Her memoir takes readers through heady coverage of such leaders as Pope John Paul II, Mexico's Subcomandante Marcos and Chile's Augusto Pinochet. And there's the back story of how Univision journalists stood up, in the late 1980s, to Mexican media giant Televisa, which once worked hand in glove with the Mexican government and continues to be a part owner of Univision.

In one particularly revealing story, early in her career, she returns to KMEX studios to tell her boss "there's no story" in the race by Steve Rodriguez to become Los Angeles' first Latino city councilman. It's too hard to find people who know of the election, or can vote, she recounts.

That was precisely the story, her boss retorted.

She'd approach that story so often, in various permutations, she writes, that voter participation became a professional cause. She even worked directly with the National Association of Latino Elected and Appointed Officials.

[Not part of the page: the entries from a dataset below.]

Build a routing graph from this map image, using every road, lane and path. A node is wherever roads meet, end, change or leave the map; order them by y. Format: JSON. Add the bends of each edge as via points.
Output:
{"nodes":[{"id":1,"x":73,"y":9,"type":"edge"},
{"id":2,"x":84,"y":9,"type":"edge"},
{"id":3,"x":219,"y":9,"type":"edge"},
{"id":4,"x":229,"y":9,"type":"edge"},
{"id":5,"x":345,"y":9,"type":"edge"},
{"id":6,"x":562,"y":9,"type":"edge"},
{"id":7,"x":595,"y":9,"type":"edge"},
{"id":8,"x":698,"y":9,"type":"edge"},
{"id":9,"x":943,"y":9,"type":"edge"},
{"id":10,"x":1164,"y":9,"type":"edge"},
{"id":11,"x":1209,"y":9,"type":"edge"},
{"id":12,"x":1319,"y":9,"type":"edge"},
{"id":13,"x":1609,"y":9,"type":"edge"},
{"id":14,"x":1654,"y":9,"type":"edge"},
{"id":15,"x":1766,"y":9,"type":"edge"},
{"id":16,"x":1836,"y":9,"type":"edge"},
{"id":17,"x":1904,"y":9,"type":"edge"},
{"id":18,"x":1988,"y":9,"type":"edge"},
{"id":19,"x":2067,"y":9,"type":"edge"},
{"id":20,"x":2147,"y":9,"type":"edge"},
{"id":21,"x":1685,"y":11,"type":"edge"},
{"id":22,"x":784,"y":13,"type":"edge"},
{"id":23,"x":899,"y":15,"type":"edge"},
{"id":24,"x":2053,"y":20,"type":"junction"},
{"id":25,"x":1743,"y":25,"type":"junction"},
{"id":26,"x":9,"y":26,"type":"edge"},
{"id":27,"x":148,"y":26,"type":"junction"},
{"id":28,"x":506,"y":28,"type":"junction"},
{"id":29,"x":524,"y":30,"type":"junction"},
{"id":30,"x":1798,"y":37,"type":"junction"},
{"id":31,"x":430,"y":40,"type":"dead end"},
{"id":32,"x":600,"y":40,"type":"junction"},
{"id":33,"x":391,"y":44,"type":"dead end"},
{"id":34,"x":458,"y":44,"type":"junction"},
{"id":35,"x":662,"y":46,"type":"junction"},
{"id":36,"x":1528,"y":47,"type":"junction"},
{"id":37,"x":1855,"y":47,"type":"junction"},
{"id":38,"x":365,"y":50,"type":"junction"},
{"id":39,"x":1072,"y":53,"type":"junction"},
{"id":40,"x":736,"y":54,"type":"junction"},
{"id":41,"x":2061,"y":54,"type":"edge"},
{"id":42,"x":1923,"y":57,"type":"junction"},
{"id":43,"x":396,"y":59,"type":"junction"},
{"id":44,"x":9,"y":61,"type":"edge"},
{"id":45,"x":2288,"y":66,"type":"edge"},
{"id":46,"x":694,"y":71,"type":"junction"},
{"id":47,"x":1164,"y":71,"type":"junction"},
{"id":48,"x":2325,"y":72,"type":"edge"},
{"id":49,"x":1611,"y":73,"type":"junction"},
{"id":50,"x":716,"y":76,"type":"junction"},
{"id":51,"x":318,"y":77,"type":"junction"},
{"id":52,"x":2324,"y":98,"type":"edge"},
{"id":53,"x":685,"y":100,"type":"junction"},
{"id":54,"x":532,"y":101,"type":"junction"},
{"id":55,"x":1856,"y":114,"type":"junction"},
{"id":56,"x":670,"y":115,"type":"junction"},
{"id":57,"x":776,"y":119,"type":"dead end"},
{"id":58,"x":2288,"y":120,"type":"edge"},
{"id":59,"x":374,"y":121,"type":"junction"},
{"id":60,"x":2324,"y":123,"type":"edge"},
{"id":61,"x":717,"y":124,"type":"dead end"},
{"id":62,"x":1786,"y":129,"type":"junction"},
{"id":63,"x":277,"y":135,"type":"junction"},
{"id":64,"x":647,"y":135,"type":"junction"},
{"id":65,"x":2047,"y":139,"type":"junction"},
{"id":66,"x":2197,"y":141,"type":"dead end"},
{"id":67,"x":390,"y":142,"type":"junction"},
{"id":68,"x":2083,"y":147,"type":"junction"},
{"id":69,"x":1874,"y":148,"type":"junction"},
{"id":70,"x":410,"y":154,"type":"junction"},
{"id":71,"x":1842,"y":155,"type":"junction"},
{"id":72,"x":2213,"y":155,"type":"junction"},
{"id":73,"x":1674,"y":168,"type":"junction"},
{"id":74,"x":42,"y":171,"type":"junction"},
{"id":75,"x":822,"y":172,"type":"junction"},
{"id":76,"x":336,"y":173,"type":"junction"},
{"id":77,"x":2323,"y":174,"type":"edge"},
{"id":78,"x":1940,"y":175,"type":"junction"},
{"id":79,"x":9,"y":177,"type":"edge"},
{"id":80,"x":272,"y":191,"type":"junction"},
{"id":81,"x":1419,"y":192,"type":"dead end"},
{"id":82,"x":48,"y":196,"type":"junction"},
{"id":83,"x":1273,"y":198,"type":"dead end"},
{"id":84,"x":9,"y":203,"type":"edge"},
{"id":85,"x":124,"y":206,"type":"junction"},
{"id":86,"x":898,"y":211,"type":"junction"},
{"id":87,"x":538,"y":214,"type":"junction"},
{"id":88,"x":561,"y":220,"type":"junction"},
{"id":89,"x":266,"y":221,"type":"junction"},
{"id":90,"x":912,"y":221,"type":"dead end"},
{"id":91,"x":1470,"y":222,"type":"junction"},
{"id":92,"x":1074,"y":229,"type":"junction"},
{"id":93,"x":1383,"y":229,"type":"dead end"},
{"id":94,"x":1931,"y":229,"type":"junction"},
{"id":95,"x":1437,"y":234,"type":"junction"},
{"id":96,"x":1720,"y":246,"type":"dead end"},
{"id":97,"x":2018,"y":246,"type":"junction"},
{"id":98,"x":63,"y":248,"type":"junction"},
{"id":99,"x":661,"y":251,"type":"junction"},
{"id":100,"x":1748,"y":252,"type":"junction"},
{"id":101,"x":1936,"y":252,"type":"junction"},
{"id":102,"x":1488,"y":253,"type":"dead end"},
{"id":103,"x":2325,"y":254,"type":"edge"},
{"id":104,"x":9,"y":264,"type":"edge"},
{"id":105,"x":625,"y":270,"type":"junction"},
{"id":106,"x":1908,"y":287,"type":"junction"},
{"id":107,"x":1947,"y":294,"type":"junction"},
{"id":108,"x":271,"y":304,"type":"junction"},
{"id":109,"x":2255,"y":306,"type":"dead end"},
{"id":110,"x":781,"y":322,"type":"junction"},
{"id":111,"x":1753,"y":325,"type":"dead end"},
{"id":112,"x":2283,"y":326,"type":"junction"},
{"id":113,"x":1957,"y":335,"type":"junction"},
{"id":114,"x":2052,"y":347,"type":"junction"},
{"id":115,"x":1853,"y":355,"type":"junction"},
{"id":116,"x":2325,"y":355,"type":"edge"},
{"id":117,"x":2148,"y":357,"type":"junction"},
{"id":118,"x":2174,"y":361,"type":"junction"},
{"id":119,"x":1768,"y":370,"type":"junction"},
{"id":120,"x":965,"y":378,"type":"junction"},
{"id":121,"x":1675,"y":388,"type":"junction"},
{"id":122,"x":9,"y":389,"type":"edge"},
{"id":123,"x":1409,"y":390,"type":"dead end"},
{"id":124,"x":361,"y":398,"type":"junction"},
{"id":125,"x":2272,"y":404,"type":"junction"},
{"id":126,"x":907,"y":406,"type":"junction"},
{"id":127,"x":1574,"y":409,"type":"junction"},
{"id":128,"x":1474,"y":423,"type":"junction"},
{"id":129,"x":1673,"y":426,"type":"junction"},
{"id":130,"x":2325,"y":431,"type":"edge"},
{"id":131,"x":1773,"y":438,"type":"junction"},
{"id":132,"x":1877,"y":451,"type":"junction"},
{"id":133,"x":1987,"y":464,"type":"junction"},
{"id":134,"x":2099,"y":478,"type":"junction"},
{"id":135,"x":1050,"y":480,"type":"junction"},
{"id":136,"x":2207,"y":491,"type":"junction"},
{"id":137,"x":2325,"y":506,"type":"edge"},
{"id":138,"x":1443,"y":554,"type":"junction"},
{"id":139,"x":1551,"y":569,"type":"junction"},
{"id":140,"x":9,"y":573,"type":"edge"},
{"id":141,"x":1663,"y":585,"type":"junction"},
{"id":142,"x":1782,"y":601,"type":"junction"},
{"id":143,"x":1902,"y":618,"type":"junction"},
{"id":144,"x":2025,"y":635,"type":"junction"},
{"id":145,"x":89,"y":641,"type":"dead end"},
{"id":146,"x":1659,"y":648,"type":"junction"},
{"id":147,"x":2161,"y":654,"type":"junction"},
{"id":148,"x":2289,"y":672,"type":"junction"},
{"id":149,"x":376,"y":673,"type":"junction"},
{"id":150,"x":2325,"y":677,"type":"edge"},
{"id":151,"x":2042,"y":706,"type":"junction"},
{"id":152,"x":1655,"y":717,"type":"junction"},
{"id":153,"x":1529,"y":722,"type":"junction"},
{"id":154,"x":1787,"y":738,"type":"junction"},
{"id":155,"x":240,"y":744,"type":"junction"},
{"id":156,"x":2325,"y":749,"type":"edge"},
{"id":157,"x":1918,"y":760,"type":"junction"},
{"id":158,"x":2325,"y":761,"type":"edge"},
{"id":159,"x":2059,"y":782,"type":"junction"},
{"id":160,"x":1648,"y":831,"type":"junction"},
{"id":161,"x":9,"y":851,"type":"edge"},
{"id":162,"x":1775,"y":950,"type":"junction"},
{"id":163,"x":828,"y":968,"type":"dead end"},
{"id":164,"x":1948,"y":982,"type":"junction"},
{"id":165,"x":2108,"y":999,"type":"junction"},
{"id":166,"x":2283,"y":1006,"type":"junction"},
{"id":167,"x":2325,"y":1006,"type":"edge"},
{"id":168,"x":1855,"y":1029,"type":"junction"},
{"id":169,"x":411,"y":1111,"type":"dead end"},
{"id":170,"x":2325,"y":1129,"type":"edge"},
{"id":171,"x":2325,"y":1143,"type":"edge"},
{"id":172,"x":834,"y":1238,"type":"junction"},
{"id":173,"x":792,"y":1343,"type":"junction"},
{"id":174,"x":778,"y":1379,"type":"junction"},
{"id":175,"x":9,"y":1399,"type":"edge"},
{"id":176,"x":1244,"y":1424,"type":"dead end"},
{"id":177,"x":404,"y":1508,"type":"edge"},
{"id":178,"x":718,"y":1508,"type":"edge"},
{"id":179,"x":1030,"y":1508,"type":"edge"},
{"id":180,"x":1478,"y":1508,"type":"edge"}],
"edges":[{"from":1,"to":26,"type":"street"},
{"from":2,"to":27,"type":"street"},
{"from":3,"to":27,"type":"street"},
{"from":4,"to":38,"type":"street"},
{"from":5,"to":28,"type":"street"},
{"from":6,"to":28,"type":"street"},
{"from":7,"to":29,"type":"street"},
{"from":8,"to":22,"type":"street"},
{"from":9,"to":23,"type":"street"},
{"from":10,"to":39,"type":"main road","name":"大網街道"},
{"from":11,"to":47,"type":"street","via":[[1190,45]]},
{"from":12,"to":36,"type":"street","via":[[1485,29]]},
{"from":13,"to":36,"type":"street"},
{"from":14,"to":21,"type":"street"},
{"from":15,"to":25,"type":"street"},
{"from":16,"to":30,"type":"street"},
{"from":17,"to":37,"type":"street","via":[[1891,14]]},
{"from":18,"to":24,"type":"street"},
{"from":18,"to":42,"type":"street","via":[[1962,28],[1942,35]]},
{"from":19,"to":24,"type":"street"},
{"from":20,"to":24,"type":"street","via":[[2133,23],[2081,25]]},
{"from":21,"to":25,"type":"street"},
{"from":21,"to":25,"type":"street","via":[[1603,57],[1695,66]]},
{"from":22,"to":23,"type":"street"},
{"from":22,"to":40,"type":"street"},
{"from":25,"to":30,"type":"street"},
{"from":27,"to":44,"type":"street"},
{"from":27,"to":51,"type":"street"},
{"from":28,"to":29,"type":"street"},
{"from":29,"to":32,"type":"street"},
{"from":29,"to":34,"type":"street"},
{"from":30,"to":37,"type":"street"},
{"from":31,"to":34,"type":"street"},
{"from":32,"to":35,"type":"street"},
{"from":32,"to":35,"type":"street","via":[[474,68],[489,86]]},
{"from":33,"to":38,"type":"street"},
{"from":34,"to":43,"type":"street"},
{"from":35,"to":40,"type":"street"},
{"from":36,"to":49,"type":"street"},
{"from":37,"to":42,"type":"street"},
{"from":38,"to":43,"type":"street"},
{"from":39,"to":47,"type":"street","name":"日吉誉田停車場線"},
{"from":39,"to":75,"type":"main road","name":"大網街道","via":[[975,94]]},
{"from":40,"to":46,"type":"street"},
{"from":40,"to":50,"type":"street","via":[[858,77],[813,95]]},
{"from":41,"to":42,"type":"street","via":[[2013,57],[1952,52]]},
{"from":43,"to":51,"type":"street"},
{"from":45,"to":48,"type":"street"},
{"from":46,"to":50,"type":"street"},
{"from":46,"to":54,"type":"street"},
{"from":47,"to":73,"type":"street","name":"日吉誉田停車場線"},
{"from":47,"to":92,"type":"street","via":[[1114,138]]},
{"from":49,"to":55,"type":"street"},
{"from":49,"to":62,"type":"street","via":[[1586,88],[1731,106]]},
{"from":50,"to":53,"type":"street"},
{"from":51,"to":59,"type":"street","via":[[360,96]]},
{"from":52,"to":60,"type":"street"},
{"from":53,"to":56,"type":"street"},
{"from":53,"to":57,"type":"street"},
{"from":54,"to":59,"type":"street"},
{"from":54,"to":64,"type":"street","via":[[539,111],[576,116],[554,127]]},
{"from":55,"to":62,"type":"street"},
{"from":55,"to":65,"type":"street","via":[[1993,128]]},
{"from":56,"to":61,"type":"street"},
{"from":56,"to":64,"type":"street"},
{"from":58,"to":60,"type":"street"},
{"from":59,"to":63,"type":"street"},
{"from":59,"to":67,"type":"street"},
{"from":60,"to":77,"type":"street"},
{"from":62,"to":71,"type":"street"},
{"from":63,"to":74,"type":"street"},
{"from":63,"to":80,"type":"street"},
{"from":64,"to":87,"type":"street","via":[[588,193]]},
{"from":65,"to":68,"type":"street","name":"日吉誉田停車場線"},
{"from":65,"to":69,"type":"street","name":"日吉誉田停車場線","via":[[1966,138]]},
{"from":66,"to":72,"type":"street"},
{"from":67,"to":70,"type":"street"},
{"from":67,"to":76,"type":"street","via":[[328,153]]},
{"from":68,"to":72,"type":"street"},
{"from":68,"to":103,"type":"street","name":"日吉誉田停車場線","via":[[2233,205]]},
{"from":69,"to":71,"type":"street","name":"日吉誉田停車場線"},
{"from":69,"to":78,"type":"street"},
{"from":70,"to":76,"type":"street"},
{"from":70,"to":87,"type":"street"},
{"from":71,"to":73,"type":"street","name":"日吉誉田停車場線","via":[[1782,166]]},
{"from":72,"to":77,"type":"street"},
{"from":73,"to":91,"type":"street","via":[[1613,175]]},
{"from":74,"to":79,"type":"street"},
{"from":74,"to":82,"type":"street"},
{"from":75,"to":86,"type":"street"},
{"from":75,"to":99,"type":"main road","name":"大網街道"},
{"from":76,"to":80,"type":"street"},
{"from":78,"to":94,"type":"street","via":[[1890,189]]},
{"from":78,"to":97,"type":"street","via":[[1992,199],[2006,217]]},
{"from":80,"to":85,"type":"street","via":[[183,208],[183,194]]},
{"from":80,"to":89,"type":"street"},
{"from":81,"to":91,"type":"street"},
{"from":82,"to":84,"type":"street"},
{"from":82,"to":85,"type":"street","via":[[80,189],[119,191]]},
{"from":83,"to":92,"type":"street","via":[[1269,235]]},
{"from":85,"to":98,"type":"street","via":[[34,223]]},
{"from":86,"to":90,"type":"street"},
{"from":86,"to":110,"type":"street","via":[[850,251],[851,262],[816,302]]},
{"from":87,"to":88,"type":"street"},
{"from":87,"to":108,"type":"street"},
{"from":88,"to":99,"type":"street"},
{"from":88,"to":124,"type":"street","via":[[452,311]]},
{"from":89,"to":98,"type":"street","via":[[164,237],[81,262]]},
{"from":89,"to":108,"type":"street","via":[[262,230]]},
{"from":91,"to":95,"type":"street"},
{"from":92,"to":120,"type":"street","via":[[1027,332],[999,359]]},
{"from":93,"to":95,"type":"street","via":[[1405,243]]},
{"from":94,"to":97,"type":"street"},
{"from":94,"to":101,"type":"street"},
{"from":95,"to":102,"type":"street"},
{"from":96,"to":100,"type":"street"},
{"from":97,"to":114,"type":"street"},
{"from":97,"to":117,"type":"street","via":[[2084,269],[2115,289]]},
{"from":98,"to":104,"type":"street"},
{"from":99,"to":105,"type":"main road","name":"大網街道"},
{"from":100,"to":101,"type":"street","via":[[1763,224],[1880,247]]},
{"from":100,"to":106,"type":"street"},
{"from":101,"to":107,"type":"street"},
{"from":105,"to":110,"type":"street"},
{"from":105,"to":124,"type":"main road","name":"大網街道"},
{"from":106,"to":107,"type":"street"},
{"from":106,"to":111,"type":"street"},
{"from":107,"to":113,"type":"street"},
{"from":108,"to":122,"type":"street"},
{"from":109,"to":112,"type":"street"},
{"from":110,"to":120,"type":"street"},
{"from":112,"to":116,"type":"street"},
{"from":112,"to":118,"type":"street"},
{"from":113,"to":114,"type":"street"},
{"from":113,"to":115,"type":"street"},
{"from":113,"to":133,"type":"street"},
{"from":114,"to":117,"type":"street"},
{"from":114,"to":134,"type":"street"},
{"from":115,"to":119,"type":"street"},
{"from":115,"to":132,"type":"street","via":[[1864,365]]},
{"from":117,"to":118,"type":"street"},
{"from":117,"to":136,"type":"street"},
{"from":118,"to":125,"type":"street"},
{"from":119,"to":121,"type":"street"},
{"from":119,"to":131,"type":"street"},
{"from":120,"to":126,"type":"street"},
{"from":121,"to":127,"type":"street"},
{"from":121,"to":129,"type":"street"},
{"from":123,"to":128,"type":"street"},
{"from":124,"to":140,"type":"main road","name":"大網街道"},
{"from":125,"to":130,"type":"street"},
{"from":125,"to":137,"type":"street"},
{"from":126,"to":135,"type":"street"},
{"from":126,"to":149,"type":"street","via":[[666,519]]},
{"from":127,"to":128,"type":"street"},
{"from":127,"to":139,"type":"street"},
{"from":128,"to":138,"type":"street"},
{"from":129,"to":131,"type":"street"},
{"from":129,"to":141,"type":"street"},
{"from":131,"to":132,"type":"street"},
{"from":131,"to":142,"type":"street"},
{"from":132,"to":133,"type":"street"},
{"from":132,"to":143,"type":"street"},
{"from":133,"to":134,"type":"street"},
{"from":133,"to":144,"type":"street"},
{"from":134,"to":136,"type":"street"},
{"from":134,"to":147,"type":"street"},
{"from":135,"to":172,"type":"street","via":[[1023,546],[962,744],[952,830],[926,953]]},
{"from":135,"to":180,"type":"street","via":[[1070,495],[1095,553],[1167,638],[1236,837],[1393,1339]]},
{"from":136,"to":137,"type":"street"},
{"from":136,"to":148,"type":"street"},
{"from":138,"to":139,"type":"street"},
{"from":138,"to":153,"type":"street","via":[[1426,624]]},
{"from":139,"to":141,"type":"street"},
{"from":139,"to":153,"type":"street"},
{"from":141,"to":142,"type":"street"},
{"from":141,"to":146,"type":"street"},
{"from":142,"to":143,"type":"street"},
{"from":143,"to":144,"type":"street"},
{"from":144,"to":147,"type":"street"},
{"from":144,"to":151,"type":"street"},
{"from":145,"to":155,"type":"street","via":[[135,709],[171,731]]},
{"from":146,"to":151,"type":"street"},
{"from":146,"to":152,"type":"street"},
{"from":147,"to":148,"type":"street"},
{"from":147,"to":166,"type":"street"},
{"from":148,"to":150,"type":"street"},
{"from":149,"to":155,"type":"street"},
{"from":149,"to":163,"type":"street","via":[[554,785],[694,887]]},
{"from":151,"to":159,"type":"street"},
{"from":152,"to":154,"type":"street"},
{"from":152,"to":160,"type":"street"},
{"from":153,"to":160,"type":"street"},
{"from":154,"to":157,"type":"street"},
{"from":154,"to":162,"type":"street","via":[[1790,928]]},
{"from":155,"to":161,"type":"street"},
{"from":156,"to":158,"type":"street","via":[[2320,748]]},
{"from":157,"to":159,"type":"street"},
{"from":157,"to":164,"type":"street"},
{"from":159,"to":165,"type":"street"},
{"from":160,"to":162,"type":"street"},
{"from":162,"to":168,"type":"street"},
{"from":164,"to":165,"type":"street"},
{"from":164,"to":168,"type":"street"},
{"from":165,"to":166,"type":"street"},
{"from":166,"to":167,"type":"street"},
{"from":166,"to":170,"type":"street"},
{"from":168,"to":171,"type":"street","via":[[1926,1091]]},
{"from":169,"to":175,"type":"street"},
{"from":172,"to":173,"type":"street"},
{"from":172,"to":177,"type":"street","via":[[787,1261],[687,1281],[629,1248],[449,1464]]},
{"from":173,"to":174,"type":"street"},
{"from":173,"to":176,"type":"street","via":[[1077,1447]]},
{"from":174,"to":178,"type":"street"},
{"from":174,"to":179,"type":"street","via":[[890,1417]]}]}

And so last week in Dallas, at the group's national convention, Ms. Salinas was given an award for her "civic journalism." She adds it to two Emmys and a national Edward R. Murrow award for team coverage of the Atlanta Olympic Park bombing.

At a convention book signing at the Fairmont Hotel, Carlos Salinas, a Round Rock City Council member, got his copy autographed with " un saludo especial" by Ms. Salinas. "The Latino population is actively searching for a journalistic source with the credibility and honesty of María Elena Salinas," said Mr. Salinas, who's no relation to the author. "A lot of it isn't that we are not informed. It is that we are misinformed," he says, as he rattles off the commentaries on CNN and Fox News.

The next day, in a Webb Chapel Road barrio, amid a jumble of taquerías and panaderías, Ms. Salinas takes questions at an outdoor book fair. Tables spill with books in Spanish. Some spill with books enticing folks to learn English: Inglés en 100 Días, Inglés Para Enamorar (English in 100 Days, English to Fall in Love ).

The heat sticks like wet velvet to her fans. Ni modo, so what, says Graciela Ortiz, an immigrant from Guanajuato who waits with her two young daughters, Maroly, 9, and Emaly, 6. "I like her personality and that she is a journalist," Ms. Ortiz says. "Many of the things that she does help people."